Bug 1912

Summary: 5.8 ssh-keysign lacks ECDSA support
Product: Portable OpenSSH Reporter: Allen Parker <openssh-bugzilla>
Component: MiscellaneousAssignee: Assigned to nobody <unassigned-bugs>
Status: CLOSED INVALID    
Severity: critical CC: djm, openssh-bugzilla
Priority: P2    
Version: 5.8p2   
Hardware: All   
OS: All   

Description Allen Parker 2011-06-08 18:50:15 AEST 
The patch located at http://hg.mindrot.org/openssh/rev/138961506b91?revcount=30 must be applied to the 5.8 branch in order to use ECDSA. Why this patch wasn't included in 5.8_p2 is a mystery as it's required to use ECDSA with host-based authentication. Please rectify this oversight as soon as possible.
Comment 1 Damien Miller 2011-06-09 19:06:04 AEST 
The 5.8 branch is for security fixes only.
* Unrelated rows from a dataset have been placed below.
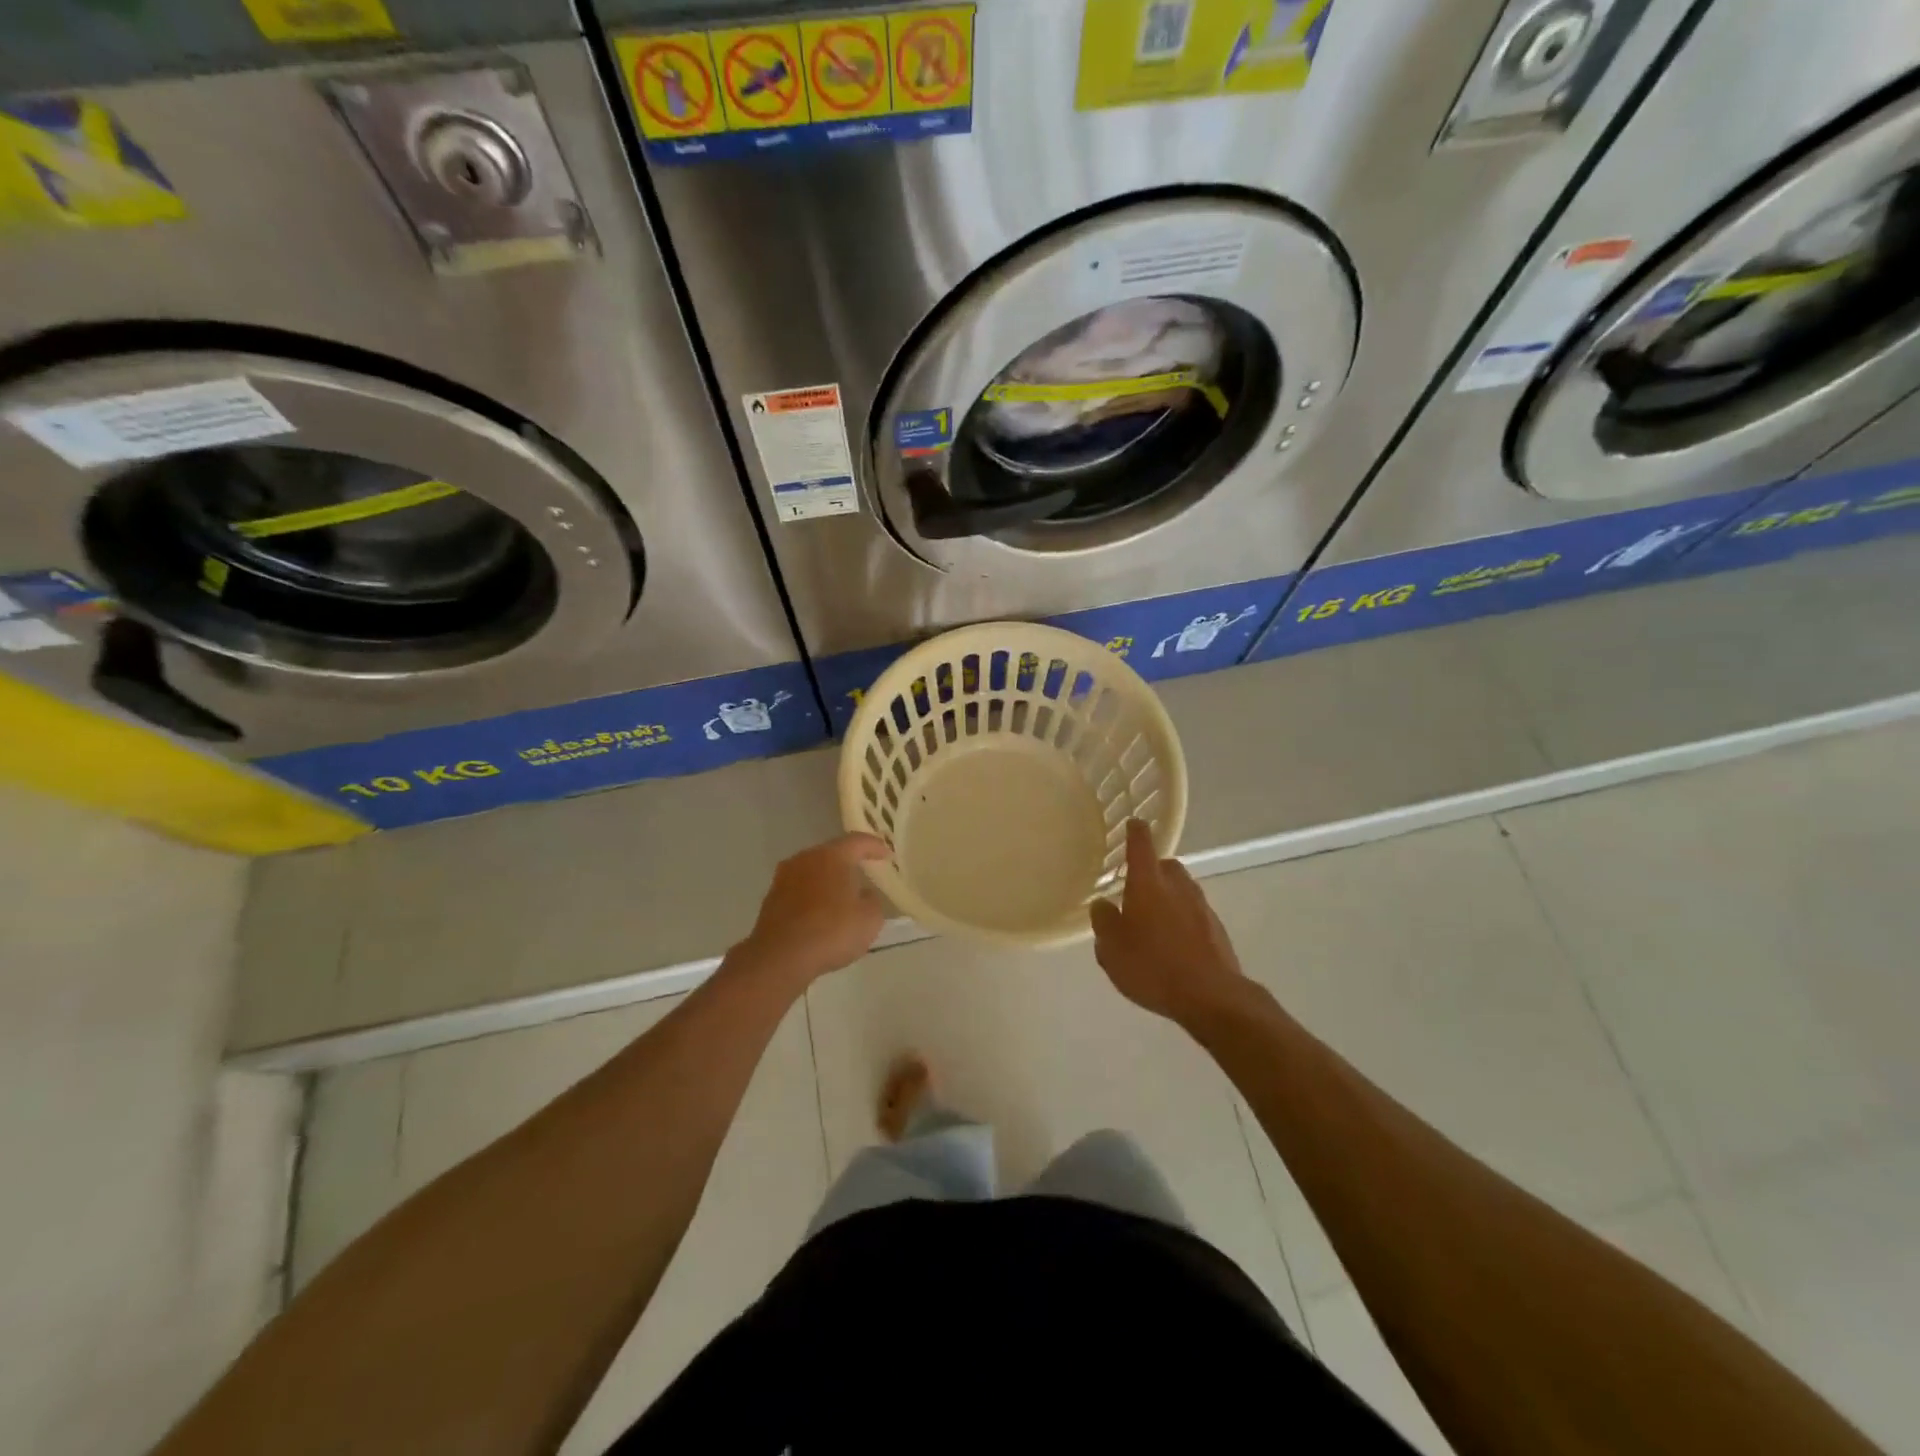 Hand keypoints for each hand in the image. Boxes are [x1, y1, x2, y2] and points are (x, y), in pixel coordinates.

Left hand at [734, 833, 890, 988]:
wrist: (780, 957)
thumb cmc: (832, 931)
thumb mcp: (870, 919)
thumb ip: (872, 900)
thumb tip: (863, 895)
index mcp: (832, 856)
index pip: (858, 841)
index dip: (875, 846)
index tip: (887, 855)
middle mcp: (806, 859)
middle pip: (832, 853)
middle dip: (849, 862)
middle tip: (865, 871)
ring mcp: (784, 877)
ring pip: (813, 871)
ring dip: (828, 880)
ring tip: (843, 894)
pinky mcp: (771, 899)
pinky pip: (800, 890)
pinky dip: (813, 896)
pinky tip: (821, 913)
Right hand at [1090, 820, 1253, 1028]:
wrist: (1212, 996)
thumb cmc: (1153, 966)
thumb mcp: (1111, 949)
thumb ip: (1103, 922)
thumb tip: (1103, 904)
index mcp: (1148, 883)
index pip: (1141, 844)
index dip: (1135, 831)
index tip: (1132, 823)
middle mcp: (1177, 886)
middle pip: (1165, 866)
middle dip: (1151, 870)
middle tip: (1134, 887)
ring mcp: (1201, 906)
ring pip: (1181, 889)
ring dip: (1167, 895)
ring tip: (1151, 919)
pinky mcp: (1216, 928)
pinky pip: (1193, 912)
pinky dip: (1181, 918)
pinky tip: (1171, 943) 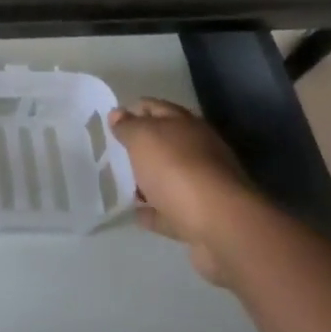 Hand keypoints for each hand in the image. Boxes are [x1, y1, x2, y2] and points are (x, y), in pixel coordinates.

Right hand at [109, 98, 255, 283]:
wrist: (220, 224)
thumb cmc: (176, 169)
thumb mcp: (143, 137)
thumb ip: (128, 126)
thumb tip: (118, 114)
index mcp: (186, 124)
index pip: (155, 107)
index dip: (133, 110)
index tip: (110, 122)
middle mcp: (198, 150)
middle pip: (165, 143)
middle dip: (141, 147)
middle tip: (114, 153)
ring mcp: (202, 185)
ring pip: (169, 177)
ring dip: (148, 180)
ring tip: (122, 185)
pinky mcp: (201, 217)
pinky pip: (171, 210)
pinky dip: (155, 211)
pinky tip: (137, 213) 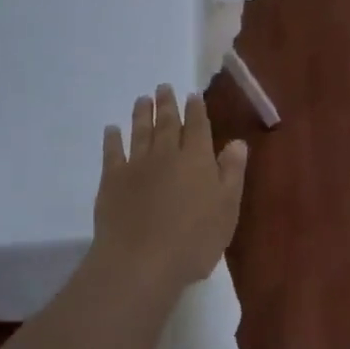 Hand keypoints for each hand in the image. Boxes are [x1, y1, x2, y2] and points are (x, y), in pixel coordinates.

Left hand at [94, 84, 246, 290]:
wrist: (140, 262)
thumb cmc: (193, 241)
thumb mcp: (227, 209)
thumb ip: (232, 173)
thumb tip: (237, 142)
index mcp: (197, 159)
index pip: (198, 126)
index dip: (196, 109)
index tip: (192, 95)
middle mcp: (167, 154)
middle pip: (167, 123)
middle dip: (167, 104)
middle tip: (163, 86)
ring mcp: (137, 165)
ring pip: (140, 132)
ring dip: (142, 114)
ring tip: (142, 99)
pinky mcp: (112, 180)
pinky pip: (112, 152)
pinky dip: (112, 139)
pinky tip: (112, 129) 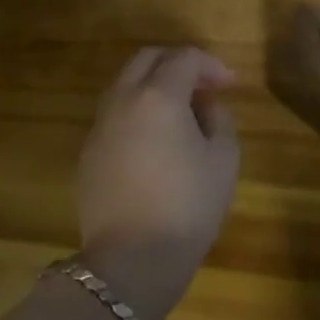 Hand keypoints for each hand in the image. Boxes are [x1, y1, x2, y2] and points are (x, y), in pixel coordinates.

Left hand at [76, 47, 239, 319]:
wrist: (131, 261)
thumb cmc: (188, 206)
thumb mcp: (224, 159)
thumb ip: (220, 119)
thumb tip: (205, 107)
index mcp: (159, 96)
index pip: (185, 58)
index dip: (212, 65)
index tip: (231, 85)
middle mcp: (123, 101)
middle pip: (147, 59)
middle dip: (178, 64)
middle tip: (204, 87)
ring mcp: (99, 127)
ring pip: (125, 85)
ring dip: (154, 86)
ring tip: (182, 112)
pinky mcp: (88, 153)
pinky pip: (115, 115)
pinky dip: (138, 111)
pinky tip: (157, 140) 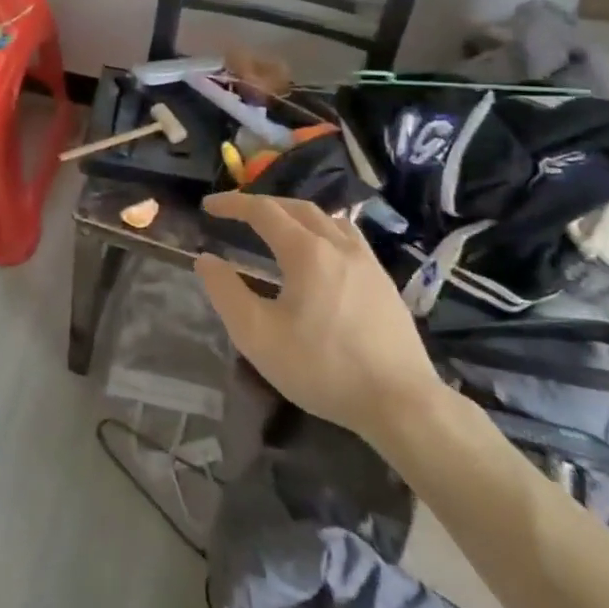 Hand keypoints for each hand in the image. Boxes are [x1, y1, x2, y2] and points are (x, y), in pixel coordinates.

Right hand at [194, 193, 441, 445]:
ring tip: (279, 227)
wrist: (402, 403)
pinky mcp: (385, 283)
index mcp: (306, 251)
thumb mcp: (258, 336)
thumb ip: (226, 293)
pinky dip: (324, 231)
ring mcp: (368, 263)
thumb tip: (206, 260)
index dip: (232, 204)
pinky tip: (322, 255)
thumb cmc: (323, 368)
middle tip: (238, 213)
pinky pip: (349, 238)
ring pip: (328, 219)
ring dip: (296, 214)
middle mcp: (339, 245)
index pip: (263, 211)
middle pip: (297, 207)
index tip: (208, 207)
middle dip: (263, 204) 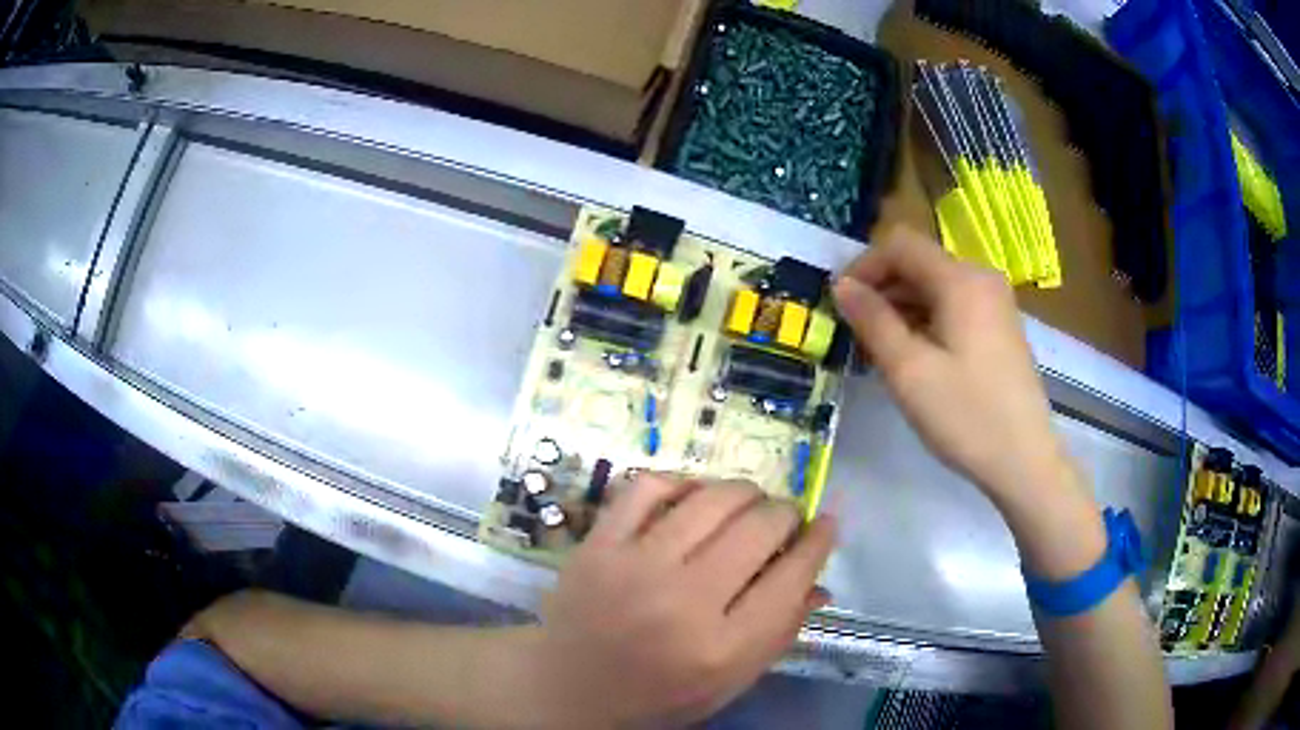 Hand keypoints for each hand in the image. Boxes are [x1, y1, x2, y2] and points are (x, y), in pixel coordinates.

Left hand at [524, 475, 835, 727]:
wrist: (567, 688)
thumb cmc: (657, 695)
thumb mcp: (728, 683)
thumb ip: (779, 634)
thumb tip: (821, 581)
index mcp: (722, 648)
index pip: (793, 575)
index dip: (820, 540)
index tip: (825, 524)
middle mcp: (683, 601)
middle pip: (759, 528)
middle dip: (785, 514)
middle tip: (782, 521)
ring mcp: (634, 566)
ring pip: (712, 498)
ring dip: (744, 492)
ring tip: (747, 504)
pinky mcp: (598, 544)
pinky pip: (649, 486)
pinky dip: (681, 481)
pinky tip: (691, 496)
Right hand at [832, 228, 1067, 506]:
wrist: (1024, 461)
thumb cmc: (966, 415)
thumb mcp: (909, 371)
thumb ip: (873, 320)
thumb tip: (842, 285)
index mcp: (961, 280)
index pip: (900, 245)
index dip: (864, 266)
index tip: (841, 303)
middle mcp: (981, 278)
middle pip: (919, 263)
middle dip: (882, 289)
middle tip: (855, 333)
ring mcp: (995, 303)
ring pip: (936, 287)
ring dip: (902, 307)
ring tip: (879, 350)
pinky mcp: (1000, 327)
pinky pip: (954, 306)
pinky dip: (926, 320)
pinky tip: (914, 357) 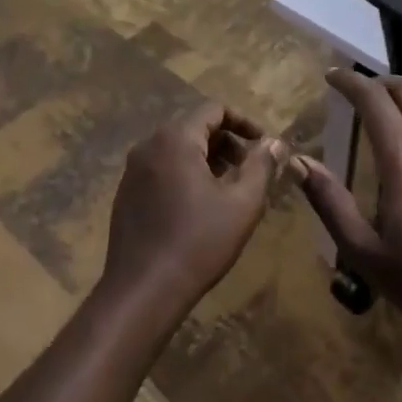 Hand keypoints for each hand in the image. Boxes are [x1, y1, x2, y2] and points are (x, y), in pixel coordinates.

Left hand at [103, 102, 286, 313]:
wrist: (142, 292)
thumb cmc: (198, 242)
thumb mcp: (242, 204)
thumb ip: (262, 166)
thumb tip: (275, 143)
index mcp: (176, 138)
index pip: (214, 109)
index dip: (244, 121)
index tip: (264, 144)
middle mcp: (149, 145)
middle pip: (195, 126)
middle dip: (227, 142)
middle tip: (251, 168)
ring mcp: (133, 170)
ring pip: (177, 149)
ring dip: (207, 159)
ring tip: (230, 188)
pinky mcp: (126, 194)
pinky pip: (162, 169)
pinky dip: (186, 173)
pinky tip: (200, 206) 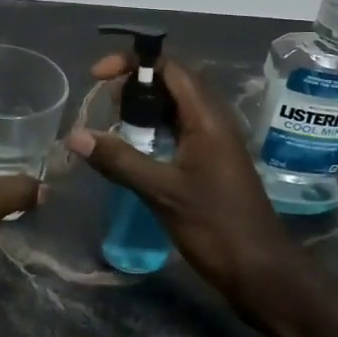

This patch will be released as part of OpenSSH 5.9.
Comment 2 Allen Parker 2011-06-09 19:09:25 AEST 
Why 5.8 was released without completely supporting ECDSA completely is beyond me. My inability to use host-based authentication with ECDSA is a security issue which should be rectified.
Comment 3 Damien Miller 2011-06-10 12:08:11 AEST 
Despite what you might like to believe, lack of support for a brand new key type in a lesser-used authentication method is not a security bug.

Anyway, I don't know why you are fiddling with this bug as there are no more 5.8 releases planned. Your options are to apply the patch yourself or wait until 5.9.